All of the data that follows should be output again without any alteration.
══════════════════════════════
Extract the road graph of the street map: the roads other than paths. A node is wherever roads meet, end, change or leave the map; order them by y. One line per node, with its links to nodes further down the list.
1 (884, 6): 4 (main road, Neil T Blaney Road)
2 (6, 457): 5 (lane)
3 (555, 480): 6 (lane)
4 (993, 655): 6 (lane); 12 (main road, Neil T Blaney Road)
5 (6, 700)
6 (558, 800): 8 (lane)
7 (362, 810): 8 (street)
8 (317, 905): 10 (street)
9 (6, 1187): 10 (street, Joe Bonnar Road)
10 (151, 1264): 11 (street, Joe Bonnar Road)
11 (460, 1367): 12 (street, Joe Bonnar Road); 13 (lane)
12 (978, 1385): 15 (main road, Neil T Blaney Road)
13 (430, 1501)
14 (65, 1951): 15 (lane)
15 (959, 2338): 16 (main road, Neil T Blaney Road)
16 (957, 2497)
══════════════════════════════
▶ _Result_:
Extract the road graph of the street map: the roads other than paths. A node is wherever roads meet, end, change or leave the map; order them by y. One line per node, with its links to nodes further down the list.
1 (884, 6): 4 (main road, Neil T Blaney Road)
2 (6, 457): 5 (lane)
3 (555, 480): 6 (lane)
4 (993, 655): 6 (lane); 12 (main road, Neil T Blaney Road)
5 (6, 700)
6 (558, 800): 8 (lane)
7 (362, 810): 8 (street)
8 (317, 905): 10 (street)
9 (6, 1187): 10 (street, Joe Bonnar Road)
10 (151, 1264): 11 (street, Joe Bonnar Road)
11 (460, 1367): 12 (street, Joe Bonnar Road); 13 (lane)
12 (978, 1385): 15 (main road, Neil T Blaney Road)
13 (430, 1501)
14 (65, 1951): 15 (lane)
15 (959, 2338): 16 (main road, Neil T Blaney Road)
16 (957, 2497)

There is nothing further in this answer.